▶ _EXERCISE GOAL_
Search the records for the word "paths" and report each line that has it.

** DATA UNDER STUDY follows **

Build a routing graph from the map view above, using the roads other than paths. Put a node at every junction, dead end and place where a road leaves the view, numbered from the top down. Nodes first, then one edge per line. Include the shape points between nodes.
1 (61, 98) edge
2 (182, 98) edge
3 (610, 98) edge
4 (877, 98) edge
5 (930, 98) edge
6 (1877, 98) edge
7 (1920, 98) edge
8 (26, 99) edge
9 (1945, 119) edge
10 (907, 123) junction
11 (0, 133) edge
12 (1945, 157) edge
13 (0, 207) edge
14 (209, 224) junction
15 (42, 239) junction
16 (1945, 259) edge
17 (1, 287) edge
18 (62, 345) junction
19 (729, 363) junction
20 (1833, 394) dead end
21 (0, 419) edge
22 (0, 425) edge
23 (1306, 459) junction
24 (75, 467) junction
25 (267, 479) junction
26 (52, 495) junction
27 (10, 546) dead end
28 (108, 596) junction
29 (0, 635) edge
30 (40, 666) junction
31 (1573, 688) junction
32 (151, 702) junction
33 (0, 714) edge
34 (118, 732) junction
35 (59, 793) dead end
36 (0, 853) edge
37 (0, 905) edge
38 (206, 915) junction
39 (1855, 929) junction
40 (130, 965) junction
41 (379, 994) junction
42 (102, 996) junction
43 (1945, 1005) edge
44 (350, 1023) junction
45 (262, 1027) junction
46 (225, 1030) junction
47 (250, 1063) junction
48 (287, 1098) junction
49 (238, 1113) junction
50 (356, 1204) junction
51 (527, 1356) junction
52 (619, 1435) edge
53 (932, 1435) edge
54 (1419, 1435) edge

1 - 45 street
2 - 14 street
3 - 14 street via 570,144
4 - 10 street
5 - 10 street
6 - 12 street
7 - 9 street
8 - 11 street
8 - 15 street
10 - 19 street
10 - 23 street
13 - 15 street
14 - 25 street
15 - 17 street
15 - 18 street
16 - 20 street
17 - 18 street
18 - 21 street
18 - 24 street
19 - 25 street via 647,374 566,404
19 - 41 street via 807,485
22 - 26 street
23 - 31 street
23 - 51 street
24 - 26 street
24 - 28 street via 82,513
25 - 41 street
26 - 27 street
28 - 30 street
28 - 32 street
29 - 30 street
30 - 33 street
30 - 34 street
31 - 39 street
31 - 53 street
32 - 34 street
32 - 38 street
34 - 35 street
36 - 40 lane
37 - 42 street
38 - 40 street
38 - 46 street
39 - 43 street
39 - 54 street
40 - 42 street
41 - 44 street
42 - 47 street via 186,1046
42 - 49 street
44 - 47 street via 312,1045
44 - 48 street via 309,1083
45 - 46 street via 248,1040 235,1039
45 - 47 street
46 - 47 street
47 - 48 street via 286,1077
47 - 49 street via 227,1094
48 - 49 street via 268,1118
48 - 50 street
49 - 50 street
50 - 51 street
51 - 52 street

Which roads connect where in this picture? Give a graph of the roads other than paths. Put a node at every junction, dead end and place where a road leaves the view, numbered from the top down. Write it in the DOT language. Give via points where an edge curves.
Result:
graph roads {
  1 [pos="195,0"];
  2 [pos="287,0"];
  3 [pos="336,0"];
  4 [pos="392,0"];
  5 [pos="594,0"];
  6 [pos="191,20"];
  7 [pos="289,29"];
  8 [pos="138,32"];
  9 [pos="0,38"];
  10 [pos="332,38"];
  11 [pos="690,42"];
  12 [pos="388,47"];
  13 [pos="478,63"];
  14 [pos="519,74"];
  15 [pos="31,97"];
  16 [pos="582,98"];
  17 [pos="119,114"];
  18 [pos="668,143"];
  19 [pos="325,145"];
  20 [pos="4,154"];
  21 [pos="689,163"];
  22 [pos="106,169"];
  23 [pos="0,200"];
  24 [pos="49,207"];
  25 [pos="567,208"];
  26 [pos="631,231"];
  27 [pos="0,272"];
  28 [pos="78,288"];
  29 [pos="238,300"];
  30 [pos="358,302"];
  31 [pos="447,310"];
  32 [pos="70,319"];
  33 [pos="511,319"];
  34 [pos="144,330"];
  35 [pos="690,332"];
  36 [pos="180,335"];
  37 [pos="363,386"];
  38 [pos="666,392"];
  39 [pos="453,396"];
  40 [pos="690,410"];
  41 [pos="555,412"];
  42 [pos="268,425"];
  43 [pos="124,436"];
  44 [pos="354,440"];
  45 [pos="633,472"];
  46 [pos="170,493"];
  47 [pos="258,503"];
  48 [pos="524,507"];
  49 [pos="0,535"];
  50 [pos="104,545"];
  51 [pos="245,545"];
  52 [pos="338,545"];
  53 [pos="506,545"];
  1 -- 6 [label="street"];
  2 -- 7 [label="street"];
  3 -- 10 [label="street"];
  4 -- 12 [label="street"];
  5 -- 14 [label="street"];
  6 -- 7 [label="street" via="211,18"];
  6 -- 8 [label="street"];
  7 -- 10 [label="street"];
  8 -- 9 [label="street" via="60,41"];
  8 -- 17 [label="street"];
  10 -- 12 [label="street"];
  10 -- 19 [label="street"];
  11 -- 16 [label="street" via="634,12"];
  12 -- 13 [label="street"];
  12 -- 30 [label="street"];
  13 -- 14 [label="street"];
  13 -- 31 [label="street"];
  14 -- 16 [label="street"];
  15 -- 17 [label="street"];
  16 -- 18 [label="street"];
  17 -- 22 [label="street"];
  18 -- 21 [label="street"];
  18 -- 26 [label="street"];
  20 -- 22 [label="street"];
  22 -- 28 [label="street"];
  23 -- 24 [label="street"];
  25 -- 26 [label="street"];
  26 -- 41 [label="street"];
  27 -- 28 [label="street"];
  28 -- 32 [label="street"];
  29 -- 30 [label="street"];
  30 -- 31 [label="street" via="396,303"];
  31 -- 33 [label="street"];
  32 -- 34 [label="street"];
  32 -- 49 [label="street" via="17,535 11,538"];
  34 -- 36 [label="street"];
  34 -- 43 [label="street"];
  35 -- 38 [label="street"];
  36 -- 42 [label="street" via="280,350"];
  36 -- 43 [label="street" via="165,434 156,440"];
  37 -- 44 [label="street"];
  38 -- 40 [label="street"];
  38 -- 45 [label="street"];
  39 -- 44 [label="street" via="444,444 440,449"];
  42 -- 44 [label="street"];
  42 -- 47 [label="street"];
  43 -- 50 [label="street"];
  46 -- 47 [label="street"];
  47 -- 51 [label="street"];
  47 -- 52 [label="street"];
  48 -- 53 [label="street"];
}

** End of DATA UNDER STUDY **

▶ _WRITTEN RESPONSE_
Build a routing graph from the map view above, using the roads other than paths. Put a node at every junction, dead end and place where a road leaves the view, numbered from the top down. Nodes first, then one edge per line. Include the shape points between nodes.
Which roads connect where in this picture? Give a graph of the roads other than paths. Put a node at every junction, dead end and place where a road leaves the view, numbered from the top down. Write it in the DOT language. Give via points where an edge curves.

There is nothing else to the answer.